La Juventus affronta il Parma all’Allianz Stadium con l’assenza forzata di Kenan Yildiz, operato per una frattura al metatarso che lo terrà fuori per tre mesi. Luciano Spalletti deve ripensare l’attacco puntando su Randal Kolo Muani, criticato dopo Frosinone, mentre resta il dubbio su Weston McKennie, affaticato. Il tecnico valuta cambi di formazione tra 4-2-3-1 e 4-3-3 per compensare le defezioni.
Emergenza infortuni per la Juventus
Il grave infortunio di Kenan Yildiz ha costretto la squadra a riorganizzarsi. Il turco, pilastro del centrocampo offensivo, subirà un intervento chirurgico e tornerà non prima di novembre. A questo si aggiunge l’incertezza su McKennie, che ha saltato l’allenamento per un problema muscolare. Spalletti deve trovare soluzioni alternative in fretta.

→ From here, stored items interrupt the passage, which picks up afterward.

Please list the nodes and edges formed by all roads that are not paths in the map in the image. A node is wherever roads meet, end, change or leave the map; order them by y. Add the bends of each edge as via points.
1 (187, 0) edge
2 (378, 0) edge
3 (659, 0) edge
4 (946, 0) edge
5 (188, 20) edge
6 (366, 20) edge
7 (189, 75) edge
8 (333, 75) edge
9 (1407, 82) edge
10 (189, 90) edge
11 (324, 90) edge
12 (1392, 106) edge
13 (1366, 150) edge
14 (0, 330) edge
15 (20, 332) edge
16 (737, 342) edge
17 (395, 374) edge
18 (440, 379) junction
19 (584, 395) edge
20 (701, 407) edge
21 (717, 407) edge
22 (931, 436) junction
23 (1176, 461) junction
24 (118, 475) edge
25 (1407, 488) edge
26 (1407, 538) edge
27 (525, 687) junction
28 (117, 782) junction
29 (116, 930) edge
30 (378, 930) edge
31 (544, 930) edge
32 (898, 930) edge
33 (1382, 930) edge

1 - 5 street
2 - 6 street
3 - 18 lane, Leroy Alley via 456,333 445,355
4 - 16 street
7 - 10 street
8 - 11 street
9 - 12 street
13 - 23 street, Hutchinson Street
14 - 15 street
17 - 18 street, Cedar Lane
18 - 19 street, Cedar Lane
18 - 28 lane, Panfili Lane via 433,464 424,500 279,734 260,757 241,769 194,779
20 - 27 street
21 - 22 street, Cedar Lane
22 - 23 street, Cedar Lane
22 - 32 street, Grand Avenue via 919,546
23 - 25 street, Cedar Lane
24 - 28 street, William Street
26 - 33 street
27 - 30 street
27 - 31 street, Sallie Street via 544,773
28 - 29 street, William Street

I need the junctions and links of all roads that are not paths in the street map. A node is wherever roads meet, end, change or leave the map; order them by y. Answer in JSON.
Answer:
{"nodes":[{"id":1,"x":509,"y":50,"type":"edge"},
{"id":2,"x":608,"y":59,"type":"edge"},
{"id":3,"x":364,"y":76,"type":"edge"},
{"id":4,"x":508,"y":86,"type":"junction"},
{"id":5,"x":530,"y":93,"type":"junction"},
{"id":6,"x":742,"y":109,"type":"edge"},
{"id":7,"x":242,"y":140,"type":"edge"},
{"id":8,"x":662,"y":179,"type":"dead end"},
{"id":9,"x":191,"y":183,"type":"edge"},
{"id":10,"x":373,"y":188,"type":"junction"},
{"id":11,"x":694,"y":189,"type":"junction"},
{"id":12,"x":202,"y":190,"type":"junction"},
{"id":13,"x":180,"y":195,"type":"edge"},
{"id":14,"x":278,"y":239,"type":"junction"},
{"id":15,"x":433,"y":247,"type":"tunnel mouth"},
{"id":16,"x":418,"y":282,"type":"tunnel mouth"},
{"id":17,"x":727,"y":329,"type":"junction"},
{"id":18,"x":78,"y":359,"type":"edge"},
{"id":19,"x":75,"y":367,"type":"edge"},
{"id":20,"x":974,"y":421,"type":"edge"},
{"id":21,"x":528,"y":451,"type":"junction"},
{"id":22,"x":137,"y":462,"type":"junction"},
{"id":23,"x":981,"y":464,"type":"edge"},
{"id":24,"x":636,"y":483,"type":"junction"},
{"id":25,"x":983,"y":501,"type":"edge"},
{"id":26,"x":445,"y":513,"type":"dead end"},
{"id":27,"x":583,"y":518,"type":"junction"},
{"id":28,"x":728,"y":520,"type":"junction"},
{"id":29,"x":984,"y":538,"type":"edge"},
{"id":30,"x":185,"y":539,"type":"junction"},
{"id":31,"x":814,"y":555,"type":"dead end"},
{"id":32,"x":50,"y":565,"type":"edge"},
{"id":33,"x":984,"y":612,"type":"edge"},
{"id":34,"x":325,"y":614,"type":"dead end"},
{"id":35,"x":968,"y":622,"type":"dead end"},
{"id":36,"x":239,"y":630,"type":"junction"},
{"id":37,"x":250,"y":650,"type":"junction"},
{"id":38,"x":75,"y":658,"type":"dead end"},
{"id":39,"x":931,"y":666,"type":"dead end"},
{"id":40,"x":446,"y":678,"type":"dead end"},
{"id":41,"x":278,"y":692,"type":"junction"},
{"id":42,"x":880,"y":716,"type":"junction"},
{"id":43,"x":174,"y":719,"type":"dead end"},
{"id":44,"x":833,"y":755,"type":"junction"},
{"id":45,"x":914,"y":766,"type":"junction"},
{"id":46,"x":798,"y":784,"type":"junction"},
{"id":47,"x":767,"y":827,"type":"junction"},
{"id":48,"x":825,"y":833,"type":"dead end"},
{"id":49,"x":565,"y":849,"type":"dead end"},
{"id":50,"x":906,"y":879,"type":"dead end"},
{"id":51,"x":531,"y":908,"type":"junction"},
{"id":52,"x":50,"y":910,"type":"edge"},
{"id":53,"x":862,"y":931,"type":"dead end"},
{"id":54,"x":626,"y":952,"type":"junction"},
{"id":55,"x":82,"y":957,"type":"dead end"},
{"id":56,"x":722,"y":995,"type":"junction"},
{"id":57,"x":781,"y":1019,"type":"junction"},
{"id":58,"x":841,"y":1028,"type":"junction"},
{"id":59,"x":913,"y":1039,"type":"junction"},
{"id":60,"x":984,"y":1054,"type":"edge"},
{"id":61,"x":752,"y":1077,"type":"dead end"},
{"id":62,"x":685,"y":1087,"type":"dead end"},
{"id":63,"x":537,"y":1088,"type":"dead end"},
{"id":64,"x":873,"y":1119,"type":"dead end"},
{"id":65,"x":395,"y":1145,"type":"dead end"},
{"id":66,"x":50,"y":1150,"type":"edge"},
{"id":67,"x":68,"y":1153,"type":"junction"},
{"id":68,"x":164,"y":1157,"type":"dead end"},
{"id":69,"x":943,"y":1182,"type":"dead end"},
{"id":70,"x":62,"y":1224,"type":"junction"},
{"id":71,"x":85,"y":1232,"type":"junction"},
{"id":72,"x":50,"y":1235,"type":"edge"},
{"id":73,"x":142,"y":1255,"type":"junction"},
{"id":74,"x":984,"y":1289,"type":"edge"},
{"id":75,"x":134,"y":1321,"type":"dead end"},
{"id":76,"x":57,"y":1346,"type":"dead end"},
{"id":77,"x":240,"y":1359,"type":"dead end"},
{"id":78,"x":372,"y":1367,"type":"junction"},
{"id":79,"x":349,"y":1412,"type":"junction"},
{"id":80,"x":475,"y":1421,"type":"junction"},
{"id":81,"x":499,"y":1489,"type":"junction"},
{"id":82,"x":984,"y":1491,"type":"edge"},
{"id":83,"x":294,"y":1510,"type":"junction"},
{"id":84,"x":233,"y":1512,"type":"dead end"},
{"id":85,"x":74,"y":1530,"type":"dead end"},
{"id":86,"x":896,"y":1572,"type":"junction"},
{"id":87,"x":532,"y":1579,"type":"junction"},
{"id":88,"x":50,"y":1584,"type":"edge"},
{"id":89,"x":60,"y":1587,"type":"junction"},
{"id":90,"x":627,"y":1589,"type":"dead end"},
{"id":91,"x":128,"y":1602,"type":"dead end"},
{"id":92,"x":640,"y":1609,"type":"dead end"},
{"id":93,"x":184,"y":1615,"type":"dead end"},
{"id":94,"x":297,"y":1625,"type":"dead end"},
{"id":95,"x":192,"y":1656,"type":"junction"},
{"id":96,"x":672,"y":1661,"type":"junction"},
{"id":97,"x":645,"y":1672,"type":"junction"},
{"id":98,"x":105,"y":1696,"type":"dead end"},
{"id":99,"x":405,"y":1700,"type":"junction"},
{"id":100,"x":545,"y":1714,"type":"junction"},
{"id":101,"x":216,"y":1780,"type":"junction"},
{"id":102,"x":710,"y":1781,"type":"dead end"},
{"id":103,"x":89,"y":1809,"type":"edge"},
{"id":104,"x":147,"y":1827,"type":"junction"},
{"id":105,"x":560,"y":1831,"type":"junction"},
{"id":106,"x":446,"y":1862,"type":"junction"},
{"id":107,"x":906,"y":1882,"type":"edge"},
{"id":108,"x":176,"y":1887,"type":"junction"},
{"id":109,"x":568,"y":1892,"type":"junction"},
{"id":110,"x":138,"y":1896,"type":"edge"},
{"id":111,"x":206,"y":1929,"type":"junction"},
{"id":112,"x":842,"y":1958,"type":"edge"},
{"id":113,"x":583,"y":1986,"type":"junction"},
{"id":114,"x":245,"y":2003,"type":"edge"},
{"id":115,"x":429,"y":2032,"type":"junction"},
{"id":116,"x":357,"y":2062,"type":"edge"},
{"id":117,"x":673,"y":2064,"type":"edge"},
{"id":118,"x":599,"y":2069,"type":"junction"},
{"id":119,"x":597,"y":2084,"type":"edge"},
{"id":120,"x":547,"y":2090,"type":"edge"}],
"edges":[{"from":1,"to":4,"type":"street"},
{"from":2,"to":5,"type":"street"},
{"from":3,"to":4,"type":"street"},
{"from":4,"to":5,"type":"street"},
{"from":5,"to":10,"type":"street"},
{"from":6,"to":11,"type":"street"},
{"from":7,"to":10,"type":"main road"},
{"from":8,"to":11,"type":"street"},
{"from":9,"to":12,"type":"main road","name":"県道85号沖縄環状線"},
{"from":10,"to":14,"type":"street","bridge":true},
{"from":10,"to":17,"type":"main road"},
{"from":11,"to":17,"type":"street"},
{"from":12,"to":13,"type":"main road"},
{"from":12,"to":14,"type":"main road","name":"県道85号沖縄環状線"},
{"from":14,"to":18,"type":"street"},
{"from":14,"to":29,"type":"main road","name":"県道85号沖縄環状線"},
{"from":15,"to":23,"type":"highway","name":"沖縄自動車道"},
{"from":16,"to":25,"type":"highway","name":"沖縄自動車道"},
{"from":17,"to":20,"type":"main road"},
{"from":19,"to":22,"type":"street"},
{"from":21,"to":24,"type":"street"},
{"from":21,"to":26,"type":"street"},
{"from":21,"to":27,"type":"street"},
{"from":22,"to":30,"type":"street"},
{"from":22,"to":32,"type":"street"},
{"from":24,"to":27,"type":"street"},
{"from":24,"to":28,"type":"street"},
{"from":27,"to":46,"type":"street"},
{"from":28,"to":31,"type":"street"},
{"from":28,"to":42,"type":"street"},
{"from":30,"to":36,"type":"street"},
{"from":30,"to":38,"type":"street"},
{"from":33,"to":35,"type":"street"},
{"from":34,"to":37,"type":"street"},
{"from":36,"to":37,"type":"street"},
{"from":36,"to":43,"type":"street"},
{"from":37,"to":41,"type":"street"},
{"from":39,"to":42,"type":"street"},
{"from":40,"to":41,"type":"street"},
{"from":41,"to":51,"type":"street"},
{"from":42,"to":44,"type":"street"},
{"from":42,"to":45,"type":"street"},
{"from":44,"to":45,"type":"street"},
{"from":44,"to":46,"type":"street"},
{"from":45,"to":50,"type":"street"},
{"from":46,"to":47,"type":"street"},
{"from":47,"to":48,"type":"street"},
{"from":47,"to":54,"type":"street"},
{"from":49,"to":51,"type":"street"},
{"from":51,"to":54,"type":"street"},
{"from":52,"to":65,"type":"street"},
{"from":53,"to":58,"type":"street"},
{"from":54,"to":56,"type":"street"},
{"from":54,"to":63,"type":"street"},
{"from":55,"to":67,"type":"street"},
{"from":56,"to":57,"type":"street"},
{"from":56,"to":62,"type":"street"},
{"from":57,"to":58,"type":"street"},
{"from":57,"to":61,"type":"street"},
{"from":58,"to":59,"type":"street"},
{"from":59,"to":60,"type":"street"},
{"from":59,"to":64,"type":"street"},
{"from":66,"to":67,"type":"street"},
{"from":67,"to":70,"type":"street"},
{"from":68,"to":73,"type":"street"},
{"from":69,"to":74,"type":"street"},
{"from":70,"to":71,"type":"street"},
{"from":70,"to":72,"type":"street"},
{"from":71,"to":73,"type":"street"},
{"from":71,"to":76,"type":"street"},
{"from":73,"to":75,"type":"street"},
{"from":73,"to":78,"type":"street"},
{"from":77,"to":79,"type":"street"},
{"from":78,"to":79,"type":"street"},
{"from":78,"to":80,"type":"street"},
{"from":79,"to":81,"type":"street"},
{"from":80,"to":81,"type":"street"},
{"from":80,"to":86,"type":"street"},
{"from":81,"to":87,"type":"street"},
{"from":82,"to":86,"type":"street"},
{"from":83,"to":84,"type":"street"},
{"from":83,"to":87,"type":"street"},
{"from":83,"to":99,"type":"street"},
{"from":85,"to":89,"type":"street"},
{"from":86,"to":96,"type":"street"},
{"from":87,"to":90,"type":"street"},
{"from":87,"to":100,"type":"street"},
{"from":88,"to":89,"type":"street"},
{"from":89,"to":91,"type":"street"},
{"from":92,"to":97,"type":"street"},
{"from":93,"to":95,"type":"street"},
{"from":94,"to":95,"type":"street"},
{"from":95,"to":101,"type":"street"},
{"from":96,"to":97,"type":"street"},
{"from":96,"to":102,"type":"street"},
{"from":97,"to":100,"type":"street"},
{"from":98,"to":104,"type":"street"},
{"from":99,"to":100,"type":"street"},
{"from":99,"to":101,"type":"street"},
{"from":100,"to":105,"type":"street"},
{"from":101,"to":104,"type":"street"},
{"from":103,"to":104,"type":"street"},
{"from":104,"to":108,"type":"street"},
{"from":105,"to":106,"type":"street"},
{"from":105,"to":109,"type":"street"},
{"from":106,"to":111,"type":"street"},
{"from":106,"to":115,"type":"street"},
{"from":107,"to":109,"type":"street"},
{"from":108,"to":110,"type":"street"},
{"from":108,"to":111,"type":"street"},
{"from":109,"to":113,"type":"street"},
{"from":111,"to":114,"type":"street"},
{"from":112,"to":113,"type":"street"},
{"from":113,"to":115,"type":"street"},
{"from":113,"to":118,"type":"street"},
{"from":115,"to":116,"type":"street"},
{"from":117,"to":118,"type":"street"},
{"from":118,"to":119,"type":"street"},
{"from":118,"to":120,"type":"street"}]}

Kolo Muani sotto i riflettori
Dopo le critiche ricevute a Frosinone, l’attaccante francese avrà l’occasione per riscattarsi. Acquistato per 38 milioni più bonus, Kolo Muani è stato voluto fortemente da Spalletti ma deve dimostrare di meritare la fiducia. Potrebbe giocare con Conceicao, Alajbegovic e Boga oppure in un 4-3-3 con Koopmeiners in mediana.
Difesa solida nonostante i cambi
L’unica certezza per la Juventus rimane il reparto arretrato, dove potrebbe esordire Lucumi affiancato a Bremer. La tenuta difensiva è stata finora punto di forza, e Spalletti punta a mantenerla stabile nonostante i riadattamenti necessari in altre zone del campo.
Analisi AreaGoal
La Juventus di Spalletti affronta il primo vero test senza Yildiz, elemento chiave dello scorso campionato. La scelta di puntare su Kolo Muani è coraggiosa ma rischiosa, considerando le recenti prestazioni. La soluzione potrebbe arrivare da un cambio di modulo che sfrutti al meglio le caratteristiche di Koopmeiners e Locatelli a centrocampo. Intanto la difesa continua a essere affidabile.